Sikap kerja memiliki pengaruh yang kuat terhadap kualitas kehidupan kerja perawat. Kepuasan
kerja dan komitmen organisasional adalah variabel hasil dari sikap kerja perawat. Kepuasan
kerja menyangkut bagaimana perasaan seorang karyawan tentang pekerjaannya dan berhubungan
dengan komitmen organisasional. Ini penting untuk kualitas kehidupan kerja seorang karyawan.
Faktor-faktor seperti isi pekerjaan, kepuasan kerja dan komitmen organisasional disajikan dalam
model yang diusulkan. Kepuasan kerja merupakan prediktor kualitas keperawatan kerja.
Sebaliknya, ketidakpuasan kerja dapat menjadi prediktor utama niat untuk meninggalkan
keperawatan [29].
Peran apa yang dimainkan manajer menengah dalam penerapan praktik inovatif?
Teori peran manajer menengah berfokus secara khusus pada manajer menengah dalam sebuah
organisasi dan berteori bahwa mereka mengekspresikan komitmen mereka terhadap implementasi
inovasi dengan (a) menyebarkan informasi untuk memberi karyawan informasi yang diperlukan
mengenai implementasi inovasi, (b) mensintesis informasi untuk memberikan contoh yang relevan
kepada membantu karyawan memahami bagaimana inovasi diterapkan, (c) menengahi strategi dan
aktivitas sehari-hari untuk memberi karyawan alat yang dibutuhkan untuk menerapkan inovasi, dan (d)
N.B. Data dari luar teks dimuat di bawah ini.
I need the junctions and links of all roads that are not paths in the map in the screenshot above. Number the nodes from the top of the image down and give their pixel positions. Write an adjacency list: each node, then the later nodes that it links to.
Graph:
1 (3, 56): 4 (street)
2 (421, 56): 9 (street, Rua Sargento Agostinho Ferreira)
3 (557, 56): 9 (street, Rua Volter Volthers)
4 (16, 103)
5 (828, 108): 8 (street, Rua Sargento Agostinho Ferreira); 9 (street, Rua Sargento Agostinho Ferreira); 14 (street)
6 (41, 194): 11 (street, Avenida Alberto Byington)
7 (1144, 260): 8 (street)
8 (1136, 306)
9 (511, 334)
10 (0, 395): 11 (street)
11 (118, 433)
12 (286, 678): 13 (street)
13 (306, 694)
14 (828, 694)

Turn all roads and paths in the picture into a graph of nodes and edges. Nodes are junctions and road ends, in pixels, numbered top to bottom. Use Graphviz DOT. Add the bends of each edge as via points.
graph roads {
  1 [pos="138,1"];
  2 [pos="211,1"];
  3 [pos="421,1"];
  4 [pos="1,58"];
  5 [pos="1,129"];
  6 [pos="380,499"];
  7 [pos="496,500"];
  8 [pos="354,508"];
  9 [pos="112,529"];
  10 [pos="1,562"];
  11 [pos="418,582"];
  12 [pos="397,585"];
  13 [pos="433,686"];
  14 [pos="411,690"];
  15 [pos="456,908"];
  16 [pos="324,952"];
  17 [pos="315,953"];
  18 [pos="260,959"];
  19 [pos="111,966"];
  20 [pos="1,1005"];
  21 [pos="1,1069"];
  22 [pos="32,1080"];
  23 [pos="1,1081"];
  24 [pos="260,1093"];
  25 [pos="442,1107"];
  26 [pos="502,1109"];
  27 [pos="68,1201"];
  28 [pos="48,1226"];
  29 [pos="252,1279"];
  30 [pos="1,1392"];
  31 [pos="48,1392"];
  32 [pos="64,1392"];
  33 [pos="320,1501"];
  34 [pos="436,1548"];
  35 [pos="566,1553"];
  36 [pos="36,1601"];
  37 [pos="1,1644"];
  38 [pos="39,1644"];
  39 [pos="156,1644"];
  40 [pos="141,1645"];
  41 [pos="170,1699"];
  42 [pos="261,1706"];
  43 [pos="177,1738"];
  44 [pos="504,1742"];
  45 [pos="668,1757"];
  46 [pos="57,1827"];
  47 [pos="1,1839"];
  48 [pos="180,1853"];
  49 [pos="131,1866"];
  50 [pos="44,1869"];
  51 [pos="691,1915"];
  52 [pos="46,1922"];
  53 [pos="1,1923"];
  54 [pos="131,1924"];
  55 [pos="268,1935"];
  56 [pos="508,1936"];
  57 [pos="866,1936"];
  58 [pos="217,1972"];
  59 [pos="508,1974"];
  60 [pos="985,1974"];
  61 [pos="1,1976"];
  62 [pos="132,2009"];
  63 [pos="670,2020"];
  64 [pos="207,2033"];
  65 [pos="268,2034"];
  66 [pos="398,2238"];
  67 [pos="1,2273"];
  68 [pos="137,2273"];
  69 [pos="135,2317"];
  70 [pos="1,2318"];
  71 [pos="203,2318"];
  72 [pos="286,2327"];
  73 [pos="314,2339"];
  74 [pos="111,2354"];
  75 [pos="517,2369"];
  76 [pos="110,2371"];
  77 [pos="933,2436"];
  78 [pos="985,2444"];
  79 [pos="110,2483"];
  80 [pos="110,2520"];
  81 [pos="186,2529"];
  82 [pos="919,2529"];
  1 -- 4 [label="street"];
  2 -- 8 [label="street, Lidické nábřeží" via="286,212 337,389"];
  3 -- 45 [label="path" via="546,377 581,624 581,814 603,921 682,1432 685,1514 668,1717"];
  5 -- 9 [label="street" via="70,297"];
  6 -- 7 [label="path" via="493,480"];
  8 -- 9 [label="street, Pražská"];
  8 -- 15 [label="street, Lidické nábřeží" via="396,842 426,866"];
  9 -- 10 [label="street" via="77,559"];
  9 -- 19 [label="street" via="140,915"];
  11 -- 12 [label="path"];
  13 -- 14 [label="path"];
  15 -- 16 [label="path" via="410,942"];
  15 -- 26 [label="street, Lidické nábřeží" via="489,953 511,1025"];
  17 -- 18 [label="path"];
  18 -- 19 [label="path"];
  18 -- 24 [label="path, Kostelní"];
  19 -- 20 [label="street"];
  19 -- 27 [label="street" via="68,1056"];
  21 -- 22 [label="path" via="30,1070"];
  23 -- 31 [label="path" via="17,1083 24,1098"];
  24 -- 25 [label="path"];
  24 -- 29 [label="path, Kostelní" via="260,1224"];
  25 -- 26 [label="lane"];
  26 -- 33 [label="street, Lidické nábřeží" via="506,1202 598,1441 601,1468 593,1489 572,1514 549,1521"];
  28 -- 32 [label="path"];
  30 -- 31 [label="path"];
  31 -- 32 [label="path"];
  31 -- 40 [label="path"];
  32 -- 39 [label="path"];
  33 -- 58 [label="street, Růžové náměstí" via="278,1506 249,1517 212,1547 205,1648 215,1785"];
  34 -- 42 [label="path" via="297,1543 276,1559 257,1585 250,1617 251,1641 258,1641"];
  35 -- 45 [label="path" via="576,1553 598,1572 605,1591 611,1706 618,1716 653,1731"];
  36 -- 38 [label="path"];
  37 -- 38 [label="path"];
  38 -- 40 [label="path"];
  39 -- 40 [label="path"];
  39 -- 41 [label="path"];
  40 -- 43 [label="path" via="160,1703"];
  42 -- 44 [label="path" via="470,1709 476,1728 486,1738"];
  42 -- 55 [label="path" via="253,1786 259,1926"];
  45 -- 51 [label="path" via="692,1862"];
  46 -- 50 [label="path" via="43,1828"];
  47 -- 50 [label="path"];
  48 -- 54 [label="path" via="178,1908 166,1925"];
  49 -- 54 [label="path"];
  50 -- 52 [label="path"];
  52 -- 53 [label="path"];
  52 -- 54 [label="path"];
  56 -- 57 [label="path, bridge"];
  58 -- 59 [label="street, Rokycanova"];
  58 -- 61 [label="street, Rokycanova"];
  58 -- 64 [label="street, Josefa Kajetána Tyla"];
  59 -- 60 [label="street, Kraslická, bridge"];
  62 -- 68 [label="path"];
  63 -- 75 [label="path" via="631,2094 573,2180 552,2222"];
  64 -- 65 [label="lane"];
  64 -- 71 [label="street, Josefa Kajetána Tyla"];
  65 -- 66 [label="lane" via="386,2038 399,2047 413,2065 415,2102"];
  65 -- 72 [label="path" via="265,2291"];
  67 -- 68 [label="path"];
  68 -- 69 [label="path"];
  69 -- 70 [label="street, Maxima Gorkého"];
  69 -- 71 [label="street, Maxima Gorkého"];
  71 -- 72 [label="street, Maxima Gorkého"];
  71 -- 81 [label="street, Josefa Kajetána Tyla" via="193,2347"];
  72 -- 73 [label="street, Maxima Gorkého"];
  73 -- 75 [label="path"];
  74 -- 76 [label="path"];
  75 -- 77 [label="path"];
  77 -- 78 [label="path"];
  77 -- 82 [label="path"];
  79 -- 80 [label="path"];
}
menjual implementasi inovasi untuk mendorong karyawan menggunakannya secara konsisten dan
efektif (Birken et al., 2012). Selain itu, Birken et al. (2012) berteori bahwa manajer menengah dapat
memainkan peran kunci dalam mengelola tuntutan yang terkait dengan implementasi dengan
mengidentifikasi tindakan yang perlu diprioritaskan untuk mendukung implementasi inovasi dan
melibatkan karyawan dalam implementasi inovasi. Kerangka ini memberikan dasar untuk memeriksa
lebih lanjut perilaku kontribusi manajer menengah 'tidak hanya terhadap penerapan praktik inovatif
untuk memfasilitasi inisiatif peningkatan kualitas namun juga meningkatkan kemampuan peningkatan
bangunan secara lebih luas dalam lingkungan perawatan kesehatan.